Tournant sécuritaire
Dans les années 2000, cette culture de la bienveillance s’est érodée et on s’est mis à ne voir dans le malade mental que sa potentielle « dangerosité », le plus souvent fantasmée. Le « discours d’Antony » prononcé le 2 décembre 2008 par le président de la République d’alors, Nicolas Sarkozy, symbolise le mieux ce tournant, inspiré par la volonté non plus d’améliorer le soin, mais d’accroître encore les mesures de sécurité.

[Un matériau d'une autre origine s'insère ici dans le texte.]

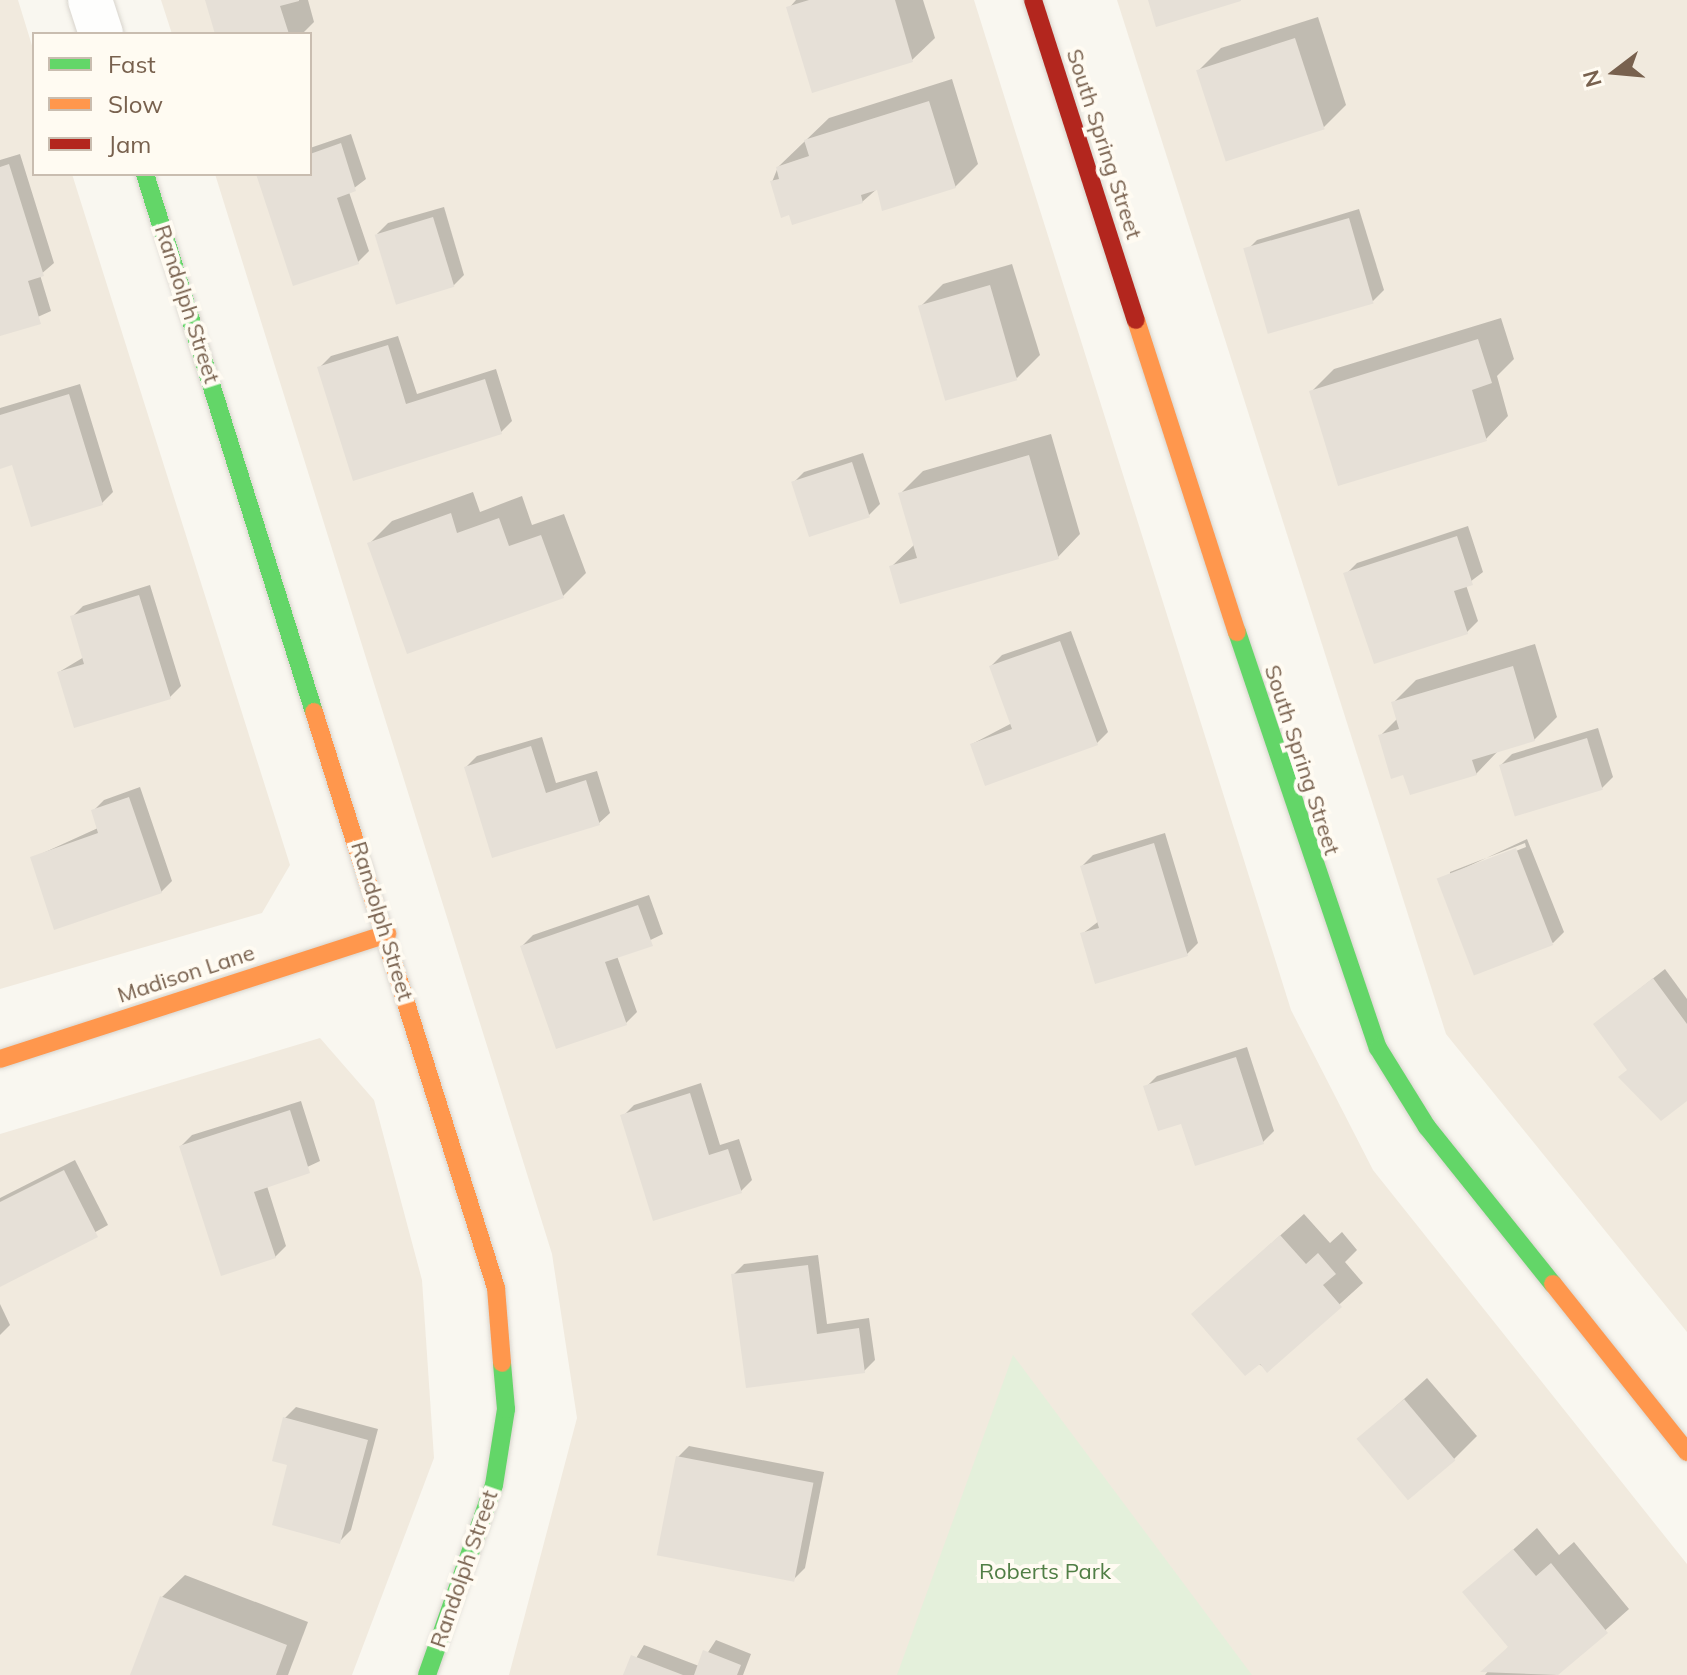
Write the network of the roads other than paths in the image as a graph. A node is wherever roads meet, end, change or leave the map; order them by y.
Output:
1 (90, 0) edge
2 (1033, 0) edge
3 (100, 32) edge
4 (146, 176) edge
5 (387, 934) junction
6 (0, 1059) edge
7 (1687, 1452) edge
8 (427, 1675) edge

1 - 3 street
2 - 7 street, South Spring Street
4 - 5 street, Randolph Street
5 - 6 street, Madison Lane
5 - 8 street, Randolph Street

Le droit applicable aujourd’hui ne tranche pas cette contradiction : il protège la liberté du patient par un contrôle du juge, mais aggrave aussi le contrôle social en renforçant les pouvoirs du préfet. La création, dans la loi de juillet 2011, de l’hospitalisation sans consentement « en cas de péril imminent » a provoqué une augmentation du nombre des hospitalisations contraintes, désormais facilitées donc légitimées. Si une réforme de 2016 a fixé des objectifs salutaires de réduction de l’isolement et de la contention, ces derniers ne sont pas atteints et sont occultés par des obligations procédurales formelles.
Aujourd’hui, la plupart des services de psychiatrie sont des structures closes, limitant sans raison la liberté d’aller et venir des patients. Cette logique de fermeture domine, y compris pour des malades en soins libres, et les moyens dont dispose la psychiatrie ne permettent pas de proposer des soins adaptés à l’objectif de réinsertion des patients.
Cette situation ne peut durer : il est possible de soigner mieux en enfermant moins.
Des modèles aux résultats positifs
En juin 2018, la ministre des solidarités et de la santé, Agnès Buzyn, a présenté une « feuille de route pour la santé mentale et la psychiatrie ». Si l’objectif de garantir des soins coordonnés et une offre accessible, diversifiée et de qualité doit être salué, la volonté de concevoir de nouvelles formes de soin et de limiter l’hospitalisation sous contrainte fait défaut.
Il existe pourtant des modèles de prise en charge dont on peut évaluer les résultats positifs. Certains établissements pratiquent des formes alternatives d’hospitalisation ou mettent en place des prises en charge « dans la cité ». D’autres restreignent le nombre des places en unités fermées et n’ont pas recours à l’isolement ou à la contention.
Si on ne limite pas la contrainte et l’enfermement aux rôles transitoires qui doivent être les leurs, on ne sortira pas de la crise de la psychiatrie, et on risque de consacrer des moyens à des objectifs non pertinents.
LA CRISE NE FERA QUE S’AGGRAVER SI LA SANTÉ MENTALE DEVIENT L’INSTRUMENT D’UNE POLITIQUE DE SÉCURITÉ
Il est urgent de réévaluer la chaîne complète de prise en charge de la maladie mentale : des services accessibles pour accompagner les patients dans leur quotidien et prévenir les crises, des hôpitaux pratiquant par principe une hospitalisation en unité ouverte avec des exceptions rares, médicalement justifiées et régulièrement réévaluées, des politiques ambitieuses de réduction de l’isolement et de la contention et, enfin, des structures médico-sociales adaptées à la prise en charge en fin d’hospitalisation.
L’hôpital est en crise, la psychiatrie l’est encore davantage. Cette crise ne fera que s’aggraver si la santé mentale devient l’instrument d’une politique de sécurité au détriment d’une intégration dans la cité fondée sur une autre conception du soin.
La réforme à venir du système de santé n’atteindra pas ses objectifs si la prise en charge des personnes souffrant de troubles mentaux n’est pas modifiée en profondeur afin d’hospitaliser moins et de faire du respect de la dignité et de la liberté des patients un levier de leur retour à la vie normale.
Adeline Hazan a été députée européenne puis maire socialiste de Reims (2008-2014). Elle est depuis 2014 la Contrôleure générale des lieux de privation de liberté.